# DIY Misting system



## mordoria (Jan 28, 2011)

I was wondering what I would need to build an expandable automated misting system? 
I found a great digital timer to run the system. I just need a breakdown of the parts.

I only have a few tanks (10g) and wanted to put a misting nozzle in the front of each. 
What parts would I need and what would be the minimum size pump needed to run the misters for about a min, 5x a day?
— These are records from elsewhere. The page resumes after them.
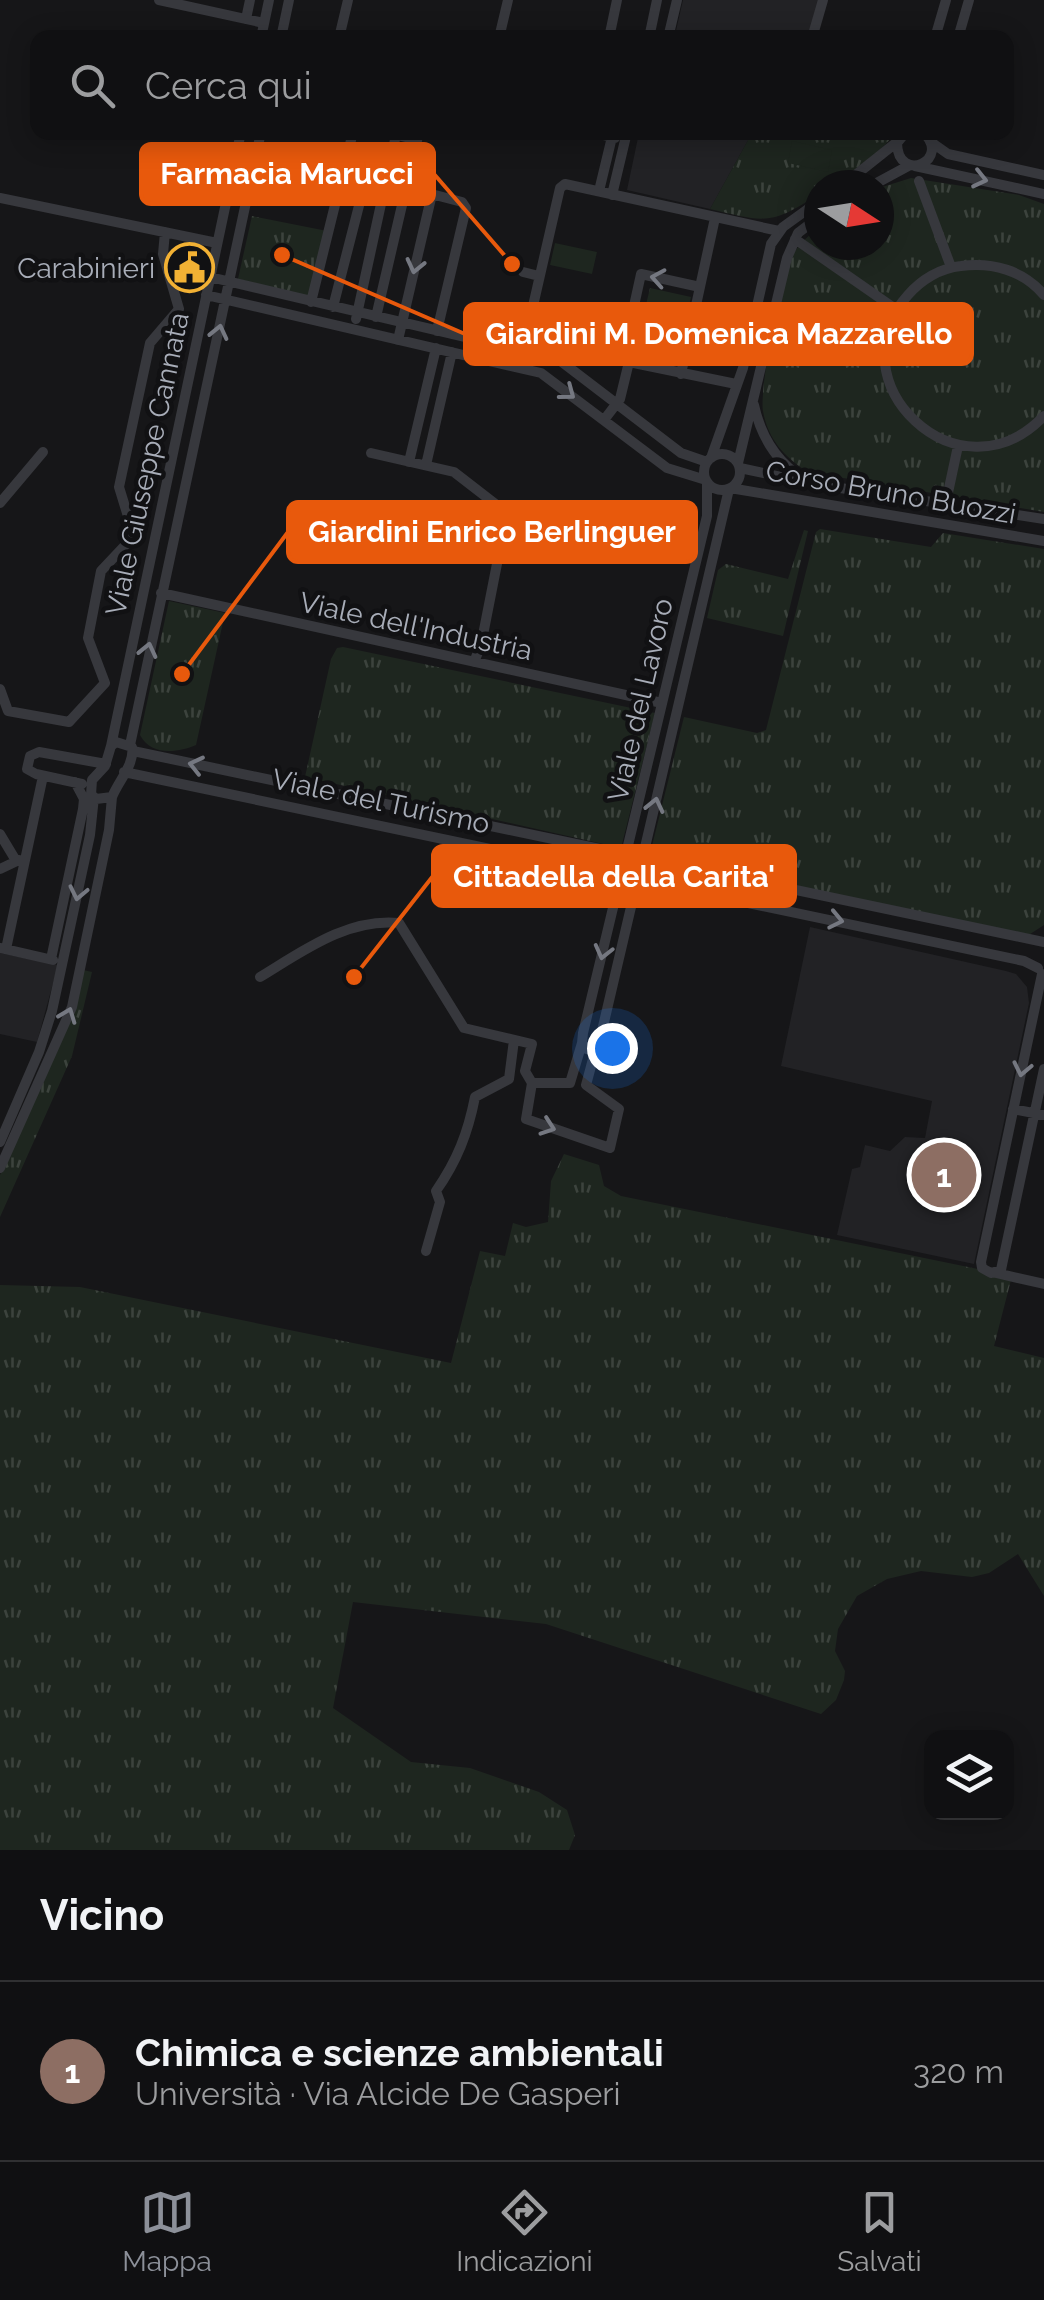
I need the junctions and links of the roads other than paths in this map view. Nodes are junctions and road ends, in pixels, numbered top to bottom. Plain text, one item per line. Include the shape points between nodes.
1 (160, 0) edge
2 (250, 0) edge
3 (269, 0) edge
4 (289, 0) edge
5 (348, 0) edge
6 (508, 0) edge
7 (617, 0) edge
8 (658, 0) edge
9 (677, 0) edge
10 (824, 0) edge
11 (946, 0) edge
12 (968, 0) edge
13 (246, 19) junction
14 (264, 23) junction
15 (263, 30) edge
16 (283, 30) edge
17 (341, 30) edge
18 (500, 30) edge
19 (610, 30) edge
20 (651, 30) edge
21 (670, 30) edge
22 (815, 30) edge
23 (937, 30) edge
24 (960, 30) edge
25 (239, 140) edge
26 (260, 140) edge
27 (351, 140) edge
28 (390, 140) edge
29 (417, 140) edge
30 (612, 140) edge
31 (625, 140) edge
32 (897, 140) edge
33 (902, 140) edge
34 (928, 140) edge
35 (932, 140) edge
36 (912, 166) junction
37 (861, 170) edge
38 (1044, 174) edge
39 (894, 175) edge
40 (408, 180) junction
41 (919, 181) dead end
42 (600, 191) junction
43 (432, 194) junction
44 (612, 194) junction
45 (1044, 194) edge
46 (382, 197) junction
47 (0, 198) edge
48 (804, 213) edge
49 (715, 218) junction
50 (804, 231) edge
51 (165, 232) junction
52 (779, 232) junction
53 (796, 239) junction
54 (217, 243) junction
55 (951, 267) junction
56 (524, 272) dead end
57 (539, 276) junction
58 (210, 277) junction
59 (230, 282) junction
60 (700, 287) junction
61 (206, 295) junction
62 (1044, 295) edge
63 (226, 300) junction
64 (311, 302) junction
65 (334, 308) junction
66 (179, 310) junction
67 (897, 310) junction
68 (357, 313) junction
69 (202, 314) junction
70 (376, 317) junction
71 (401, 323) junction
72 (353, 329) junction
73 (437, 331) junction
74 (398, 340) junction
75 (436, 348) junction
76 (522, 350) junction
77 (452, 352) junction
78 (629, 362) junction
79 (518, 368) junction
80 (682, 374) junction
81 (736, 384) junction
82 (753, 398) junction
83 (617, 404) junction
84 (1044, 416) edge
85 (604, 420) junction
86 (958, 446) junction
87 (44, 452) dead end
88 (371, 453) dead end
89 (709, 460) junction
90 (409, 462) junction
91 (739, 465) junction
92 (426, 466) junction
93 (706, 481) junction
94 (814, 484) junction
95 (730, 488) junction
96 (926, 499) junction
97 (946, 502) junction
98 (0, 503) edge
99 (963, 505) junction
100 (1044, 518) edge
101 (922, 520) junction
102 (959, 527) junction
103 (134, 536) junction
104 (155, 540) junction
105 (1044, 541) edge
106 (161, 593) junction
107 (474, 662) junction
108 (104, 683) junction
109 (123, 686) junction
110 (0, 690) edge
111 (662, 704) junction
112 (111, 746) junction
113 (131, 748) junction
114 (106, 764) junction
115 (124, 772) junction
116 (43, 776) junction
117 (244, 776) junction
118 (75, 782) junction
119 (92, 792) junction
120 (240, 795) junction
121 (112, 797) junction
122 (439, 816) junction
123 (0, 834) edge
124 (434, 835) junction
125 (627, 856) junction
126 (642, 859) junction
127 (20, 860) junction
128 (0, 869) edge
129 (623, 875) junction
130 (638, 878) junction
131 (1044, 942) edge
132 (3, 949) edge
133 (50, 959) junction
134 (63, 962) junction
135 (1041, 972) edge
136 (260, 977) dead end
137 (514, 1040) junction
138 (582, 1043) junction
139 (597, 1043) junction
140 (1044, 1069) edge
141 (532, 1083) junction
142 (1013, 1109) junction
143 (1039, 1114) edge
144 (0, 1142) edge
145 (0, 1168) edge
146 (426, 1252) dead end
147 (996, 1274) junction
148 (1044, 1284) edge

1 - 13 street
2 - 13 street
3 - 14 street
4 - 16 street
5 - 17 street
6 - 18 street
7 - 19 street
8 - 20 street
9 - 21 street
10 - 22 street
11 - 23 street
12 - 24 street
13 - 14 street
14 - 15 street
25 - 54 street, Viale Giuseppe Cannata
26 - 59 street, Viale Giuseppe Cannata
27 - 64 street
28 - 46 street
29 - 40 street
30 - 42 street
31 - 44 street
32 - 37 street
33 - 36 street via 898,154
34 - 36 street via 929,158
35 - 38 street via 948,154
36 - 39 street
36 -> 45 street
40 - 43 street via 410,187
40 - 70 street
41 - 55 street
42 - 44 street
42 - 57 street via 560,188
43 -> 71 street
43 - 73 street via 466,208
44 - 49 street
46 - 65 street via 362,194
46 - 68 street
47 - 51 street
48 - 52 street
49 - 52 street
49 - 60 street
50 - 53 street
51 - 54 street
51 - 66 street via 163,254
52 - 81 street
53 - 67 street
53 - 82 street
54 - 58 street, Viale Giuseppe Cannata
55 - 62 street via 1010,270
55 - 67 street via 920,284
56 - 57 street
57 - 76 street
58 - 59 street
58 - 61 street, Viale Giuseppe Cannata
59 - 63 street, Viale Giuseppe Cannata
59 - 64 street
60 -> 78 street via 642,274 623,356
60 - 80 street
61 - 63 street
61 - 69 street, Viale Giuseppe Cannata
63 - 72 street
106 -> 63 street, Viale Giuseppe Cannata
64 - 65 street
65 - 68 street
66 - 69 street
66 - 103 street via 150,343 120,487
67 - 86 street via 886,352 893,394 909,418
68 - 70 street
68 - 72 street
69 - 104 street, Viale Giuseppe Cannata
70 - 71 street
71 - 73 street
71 - 74 street
72 - 74 street
73 - 76 street
74 - 75 street
75 - 77 street
75 - 90 street
76 - 79 street
76 - 83 street via 558,358
77 - 79 street
77 - 92 street
78 - 80 street
78 - 83 street
79 -> 85 street via 540,372
80 - 81 street
81 - 89 street
82 - 91 street
82 - 94 street via 765,440 787,468
83 - 85 street
83 - 89 street via 680,453
84 - 86 street via 1010,441
85 - 93 street via 667,468
86 - 97 street
87 - 98 street
88 - 90 street
89 - 91 street via 722,454
89 - 93 street
90 - 92 street
91 - 94 street, Corso Bruno Buozzi
91 - 95 street
92 - 107 street via 454,472 507,513
93 - 95 street
93 - 111 street, Viale del Lavoro via 707,516
94 - 96 street, Corso Bruno Buozzi
95 - 101 street, Corso Bruno Buozzi
126 -> 95 street, Viale del Lavoro
96 - 97 street, Corso Bruno Buozzi
96 - 101 street
97 - 99 street, Corso Bruno Buozzi
99 - 100 street, Corso Bruno Buozzi
99 - 102 street
101 - 102 street, Corso Bruno Buozzi
102 - 105 street, Corso Bruno Buozzi
103 - 104 street
103 - 108 street via 101,570 88,638
104 - 109 street, Viale Giuseppe Cannata
106 - 107 street, Viale dell'Industria
113 -> 106 street, Viale Giuseppe Cannata
107 - 111 street, Viale dell'Industria
108 - 109 street
108 - 110 street via 70,722 8,712
109 - 112 street, Viale Giuseppe Cannata
111 - 125 street, Viale del Lavoro
112 - 113 street
112 - 114 street, Viale Giuseppe Cannata
113 - 115 street, Viale Giuseppe Cannata
117 -> 113 street, Viale del Turismo
114 - 116 street via 39,752 30,756 27,769
114 - 119 street, Viale Giuseppe Cannata
115 - 120 street, Viale del Turismo
115 - 121 street, Viale Giuseppe Cannata
116 - 118 street
116 - 127 street
117 - 120 street
117 - 122 street, Viale del Turismo
118 - 119 street
118 - 133 street via 83,809
119 - 121 street via 102,800
119 -> 134 street, Viale Giuseppe Cannata via 90,835
120 - 124 street, Viale del Turismo
145 -> 121 street, Viale Giuseppe Cannata via 72,1007
122 - 124 street
122 - 125 street, Viale del Turismo
123 - 127 street
124 - 129 street, Viale del Turismo
125 - 126 street, Viale del Turismo
125 - 129 street, Viale del Lavoro
126 - 130 street, Viale del Lavoro
126 - 131 street, Viale del Turismo
127 - 128 street
127 - 132 street
129 - 130 street, Viale del Turismo
129 -> 138 street, Viale del Lavoro
130 -> 135 street, Viale del Turismo via 1024,961
130 - 139 street, Viale del Lavoro
131 - 135 street via 1037,954
132 - 133 street
133 - 134 street
134 - 144 street, Viale Giuseppe Cannata via 43,1042
135 -> 142 street
136 - 137 street via 328,936 380,921 399,923 464,1028
137 - 141 street via 532,1044 525,1070
137 - 146 street via 510,1079 475,1097 468,1132 436,1191 440,1202
138 - 139 street via 587,1049
138 - 141 street, Viale del Lavoro via 570,1083
141 -> 139 street, Viale del Lavoro via 526,1119 610,1148 619,1109 586,1084
140 - 143 street
142 - 143 street
142 - 147 street via 981,1262
143 - 147 street
147 - 148 street

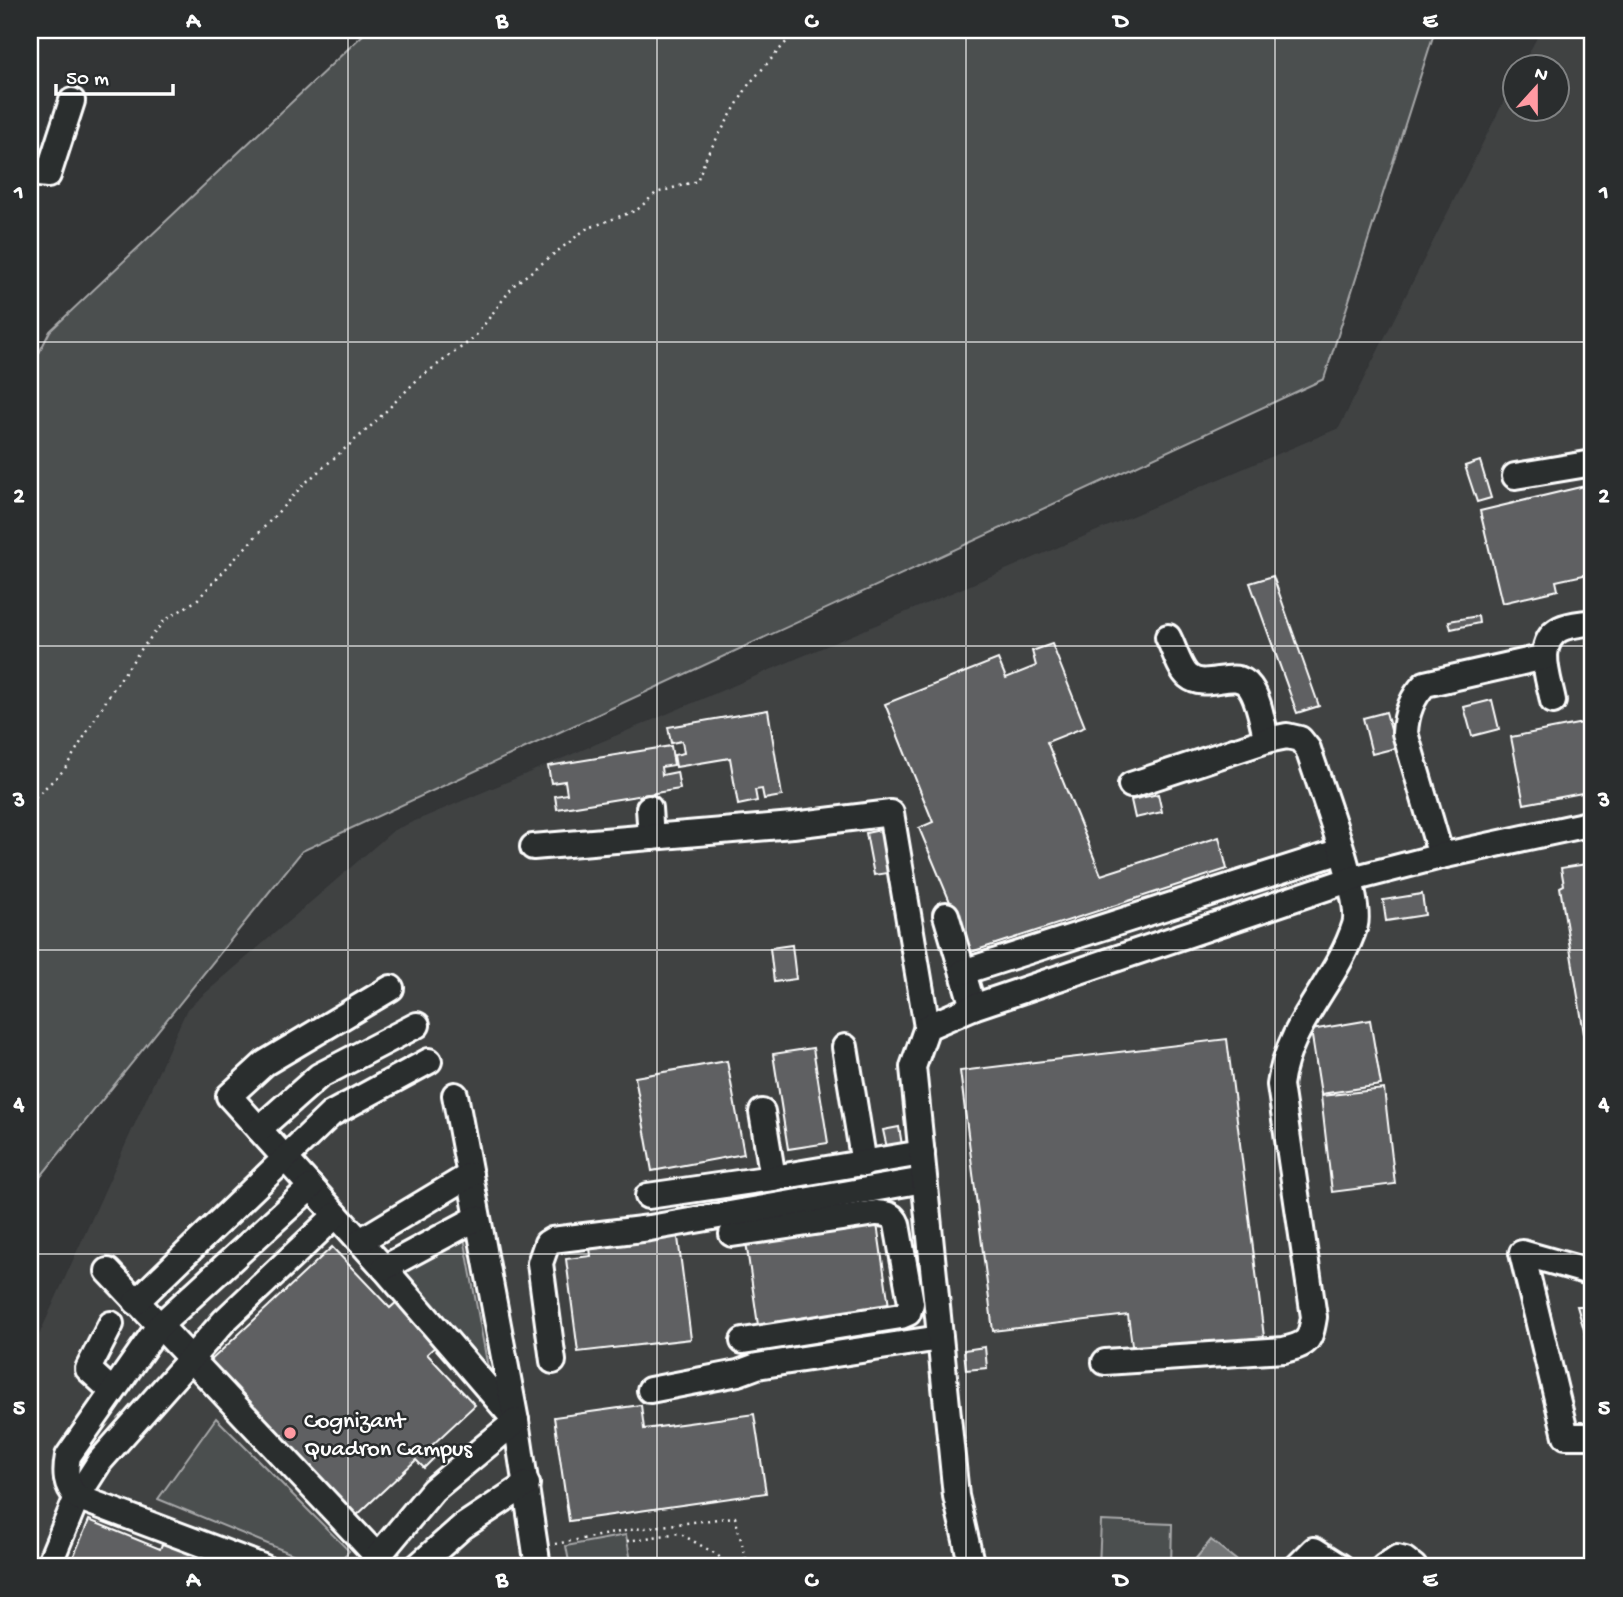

My water is clean so I dont have to worry about a filter system.

I know mist king has a system but I think its overkill for smaller setups and a bit expensive, considering I have lots of parts laying around.
Any photos of your system would cool to see. 
Thanks!


----------



## rcteem (Mar 24, 2009)

I dont know but if cost runs above $99 i wouldnt do it...Mistking has a system for $99 that is only big enough to power 5-8 tanks i believe...maybe 10, honestly cant remember.


----------



## frogparty (Dec 27, 2007)

I think a lot of people have tried to do it cheaper, but the mistking system still seems like it comes out cheaper in the end.


----------



## mordoria (Jan 28, 2011)

What if I built a fogger system using a humidifier? Do I need to mist or just keep the humidity up? I want to keep the wood wet enough to cover with moss. I have some epiweb moss mix coming and want it to get nice and thick. 
I guess my question is, do I need to "water" the viv or just keep the humidity up?


----------



## slipperheads (Oct 17, 2007)

People tend to use humidifiers for the aesthetic appeal; sealing the tank normally takes care of humidity, atleast for me..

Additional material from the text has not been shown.